Chelsea Manning auf dem Web Summit 2023
Chelsea Manning (rechts) hat das Tool gemeinsam mit Harry Halpin (links) konzipiert.
Der Standard/Stefan Mey

Chelsea Manning ist in der breiten Masse für die Bekanntgabe von fast 750.000 vertraulichen Dokumenten an die Plattform Wikileaks bekannt. Die Zeit von 2010 bis 2017 verbrachte sie daraufhin in Haft, heute ist die Transfrau hauptsächlich als Sicherheitsberaterin tätig.

Und als solche hat sie gemeinsam mit ihrem Geschäftspartner Harry Halpin, CEO des Unternehmens Nym Technologies, ein Tool geschaffen, das beim Surfen im Web mehr Anonymität und Sicherheit bieten soll als jedes Virtual Private Network (VPN) oder diverse auf Anonymisierung ausgerichtete Browser wie etwa Tor. Details dazu verrieten die beiden Partner auf dem Web Summit 2023 in Lissabon.

Mixnet: Anonym in der Masse abtauchen

Denn das Problem mit VPNs ist laut Halpin, dass man das Vertrauen lediglich von einem Anbieter zu einem anderen verschiebt: Der Traffic läuft dann zentralisiert über den Kanal des VPN-Anbieters, und dass dessen Seriosität nicht immer gegeben ist, hat der STANDARD vor rund zwei Jahren ausführlich analysiert.

Halpin und Manning setzen mit Nym Technologies nun auf ein Konzept namens Mixnet, das sie für Laien mit einem Stapel Karten vergleichen, der von einer Person gemischt und, in kleinere Stapel aufgeteilt, an weitere Personen übergeben wird. Diese mischen ihre Kartenstapel erneut, teilen sie wieder auf und geben diese erneut weiter. Die Daten werden also nicht nur verschlüsselt, sondern die Übertragung erfolgt auch in kleinen Paketen über ein dezentrales Netzwerk mehrerer User. "Denn man kann unmöglich anonym sein, wenn man alleine ist", sagt Halpin: Das Mixnet ermögliche es, in der Masse unterzutauchen.

Laut Manning ist das Mixnet von Nym Technologies das erste, das weltweit für einen größeren Personenkreis verfügbar ist. Zuvor hatte man ein derartiges Tool für den Messenger Telegram angeboten. Auf dem Web Summit verkündeten die beiden nun den Start von Nym VPN, für dessen Beta man sich unter diesem Link anmelden kann. Dieses soll in der Anwendung deutlich einfacher sein als das vorherige Telegram-Tool – was entsprechend die Adaption in der Gesellschaft beschleunigen soll.
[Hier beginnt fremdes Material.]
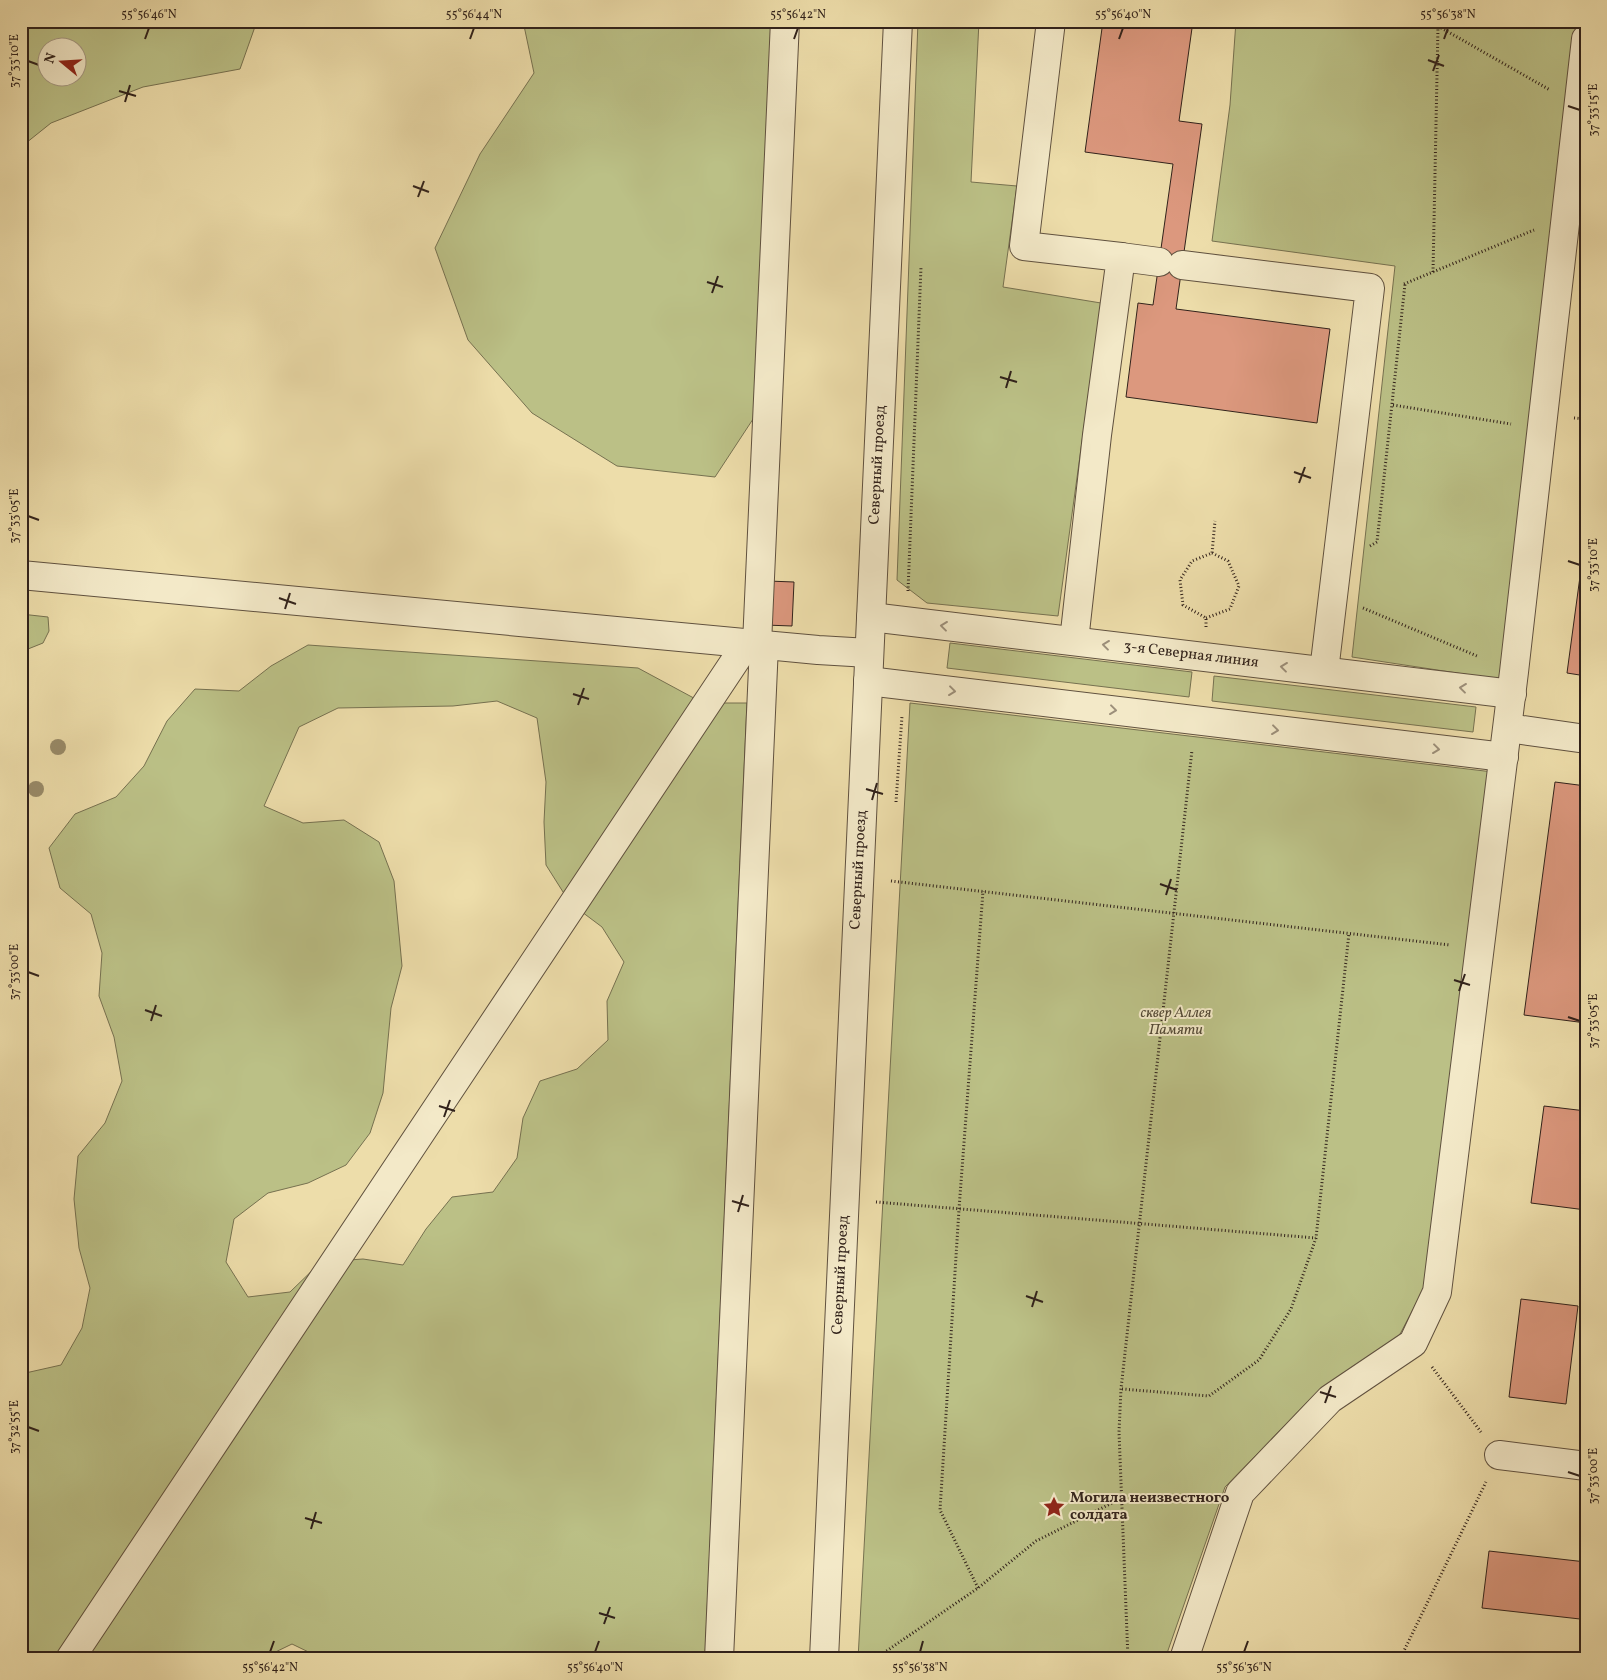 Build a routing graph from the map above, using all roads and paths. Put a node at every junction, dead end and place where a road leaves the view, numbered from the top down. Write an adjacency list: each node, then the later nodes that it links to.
1 (785, 21): 25 (street)
2 (898, 21): 21 (street, Северный проезд)
3 (1051, 21): 9 (street)
4 (1429, 21): 5 (path)
5 (1438, 26): 7 (path); 11 (path)
6 (1586, 39): 7 (street)
7 (1578, 108): 8 (street)
8 (1573, 205): 11 (path); 15 (street)
9 (1120, 257): 13 (street); 24 (street)
10 (921, 258): 23 (path)
11 (1433, 272): 12 (path)
12 (1405, 284): 13 (path); 14 (path)
13 (1369, 301): 18 (street)
14 (1393, 405): 15 (path); 18 (path)
15 (1542, 428): 30 (street)
16 (1215, 521): 17 (path)
17 (1212, 553): 22 (path); 22 (path)
18 (1337, 563): 20 (street)
19 (21, 575): 25 (street)
20 (1333, 595): 28 (street); 30 (path)
21 (871, 617): 23 (street, 3-я Северная линия); 26 (street, Северный проезд)
22 (1206, 618): 27 (path)
23 (907, 621): 24 (street, 3-я Северная линия, one-way to 23)
24 (1074, 641): 27 (street, 3-я Северная линия, one-way to 24)
25 (756, 644): 26 (street); 50 (street); 51 (street)
26 (869, 653): 29 (street, Северный проезд)
27 (1203, 657): 28 (street, 3-я Северная линия, one-way to 27)
28 (1324, 671): 30 (street, 3-я Северная линия, one-way to 28)
29 (868, 681): 31 (street, one-way to 31); 52 (street, Северный проезд)
30 (1513, 683): 32 (street)
31 (1196, 720): 34 (street, one-way to 34); 37 (path)
32 (1508, 728): 33 (street); 34 (street)
33 (1586, 739)
34 (1504, 757): 39 (street)
35 (892, 881): 36 (path)
36 (983, 891): 37 (path); 41 (path)
37 (1174, 913): 38 (path); 42 (path)
38 (1349, 933): 39 (path); 43 (path)
39 (1480, 948): 44 (street)
40 (872, 1202): 41 (path)
41 (959, 1209): 42 (path); 49 (path)
42 (1140, 1224): 43 (path); 45 (path)
43 (1316, 1238): 45 (path)
44 (1414, 1343): 46 (path); 55 (street)
45 (1122, 1389): 48 (path)
46 (1499, 1455): 47 (street); 56 (path)
47 (1586, 1466)
48 (1122, 1498): 49 (path); 54 (path)
49 (978, 1588): 53 (path)
50 (70, 1659)
51 (719, 1659)
52 (824, 1659)
53 (874, 1659)
54 (1128, 1659)
55 (1184, 1659)
56 (1400, 1659)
Für wen ist das Mixnet geeignet?

"Die meisten Menschen brauchen einen solch intensiven Schutz nicht im Alltag", sagt Manning. Doch dieses Bedürfnis könne sich rasch ändern: So seien etwa Aktivisten ohne Tech-Hintergrund manchmal von einem Tag auf den anderen auf staatlichen Beobachtungslisten und müssten sich somit rasch schützen. "Wir brauchen daher eine Lösung, die sicher und nicht zu kompliziert ist", sagt Manning.

Ob ein solches Tool auch von Cyberkriminellen genutzt werden könne, um die eigenen Spuren im Netz zu verwischen? Gewiss, räumt Halpin ein. Ähnlich wie bei Straßen, auf denen von Verkehrsrowdys Unfälle verursacht werden können, überwiege aber auch hier der Nutzen für die Gesellschaft gegenüber dem Schaden durch wenige. Außerdem liege es wohl oft auch im Auge des Betrachters, wer gut und wer böse ist, etwa in Bezug auf politische Aktivistinnen und Aktivisten. "Manche Menschen glauben ja auch, dass Chelsea ein schlechter Mensch sei", sagt er mit Blick auf die Whistleblowerin. "Aber da bin ich anderer Meinung. Ich finde sie großartig." (Stefan Mey aus Lissabon, 17.11.2023)

Hinweis im Sinne der redaktionellen Leitlinien: Dieser Beitrag ist im Rahmen einer Pressereise zum Web Summit in Lissabon entstanden. Die Kosten für die Reise wurde von der Wirtschaftskammer Österreich übernommen.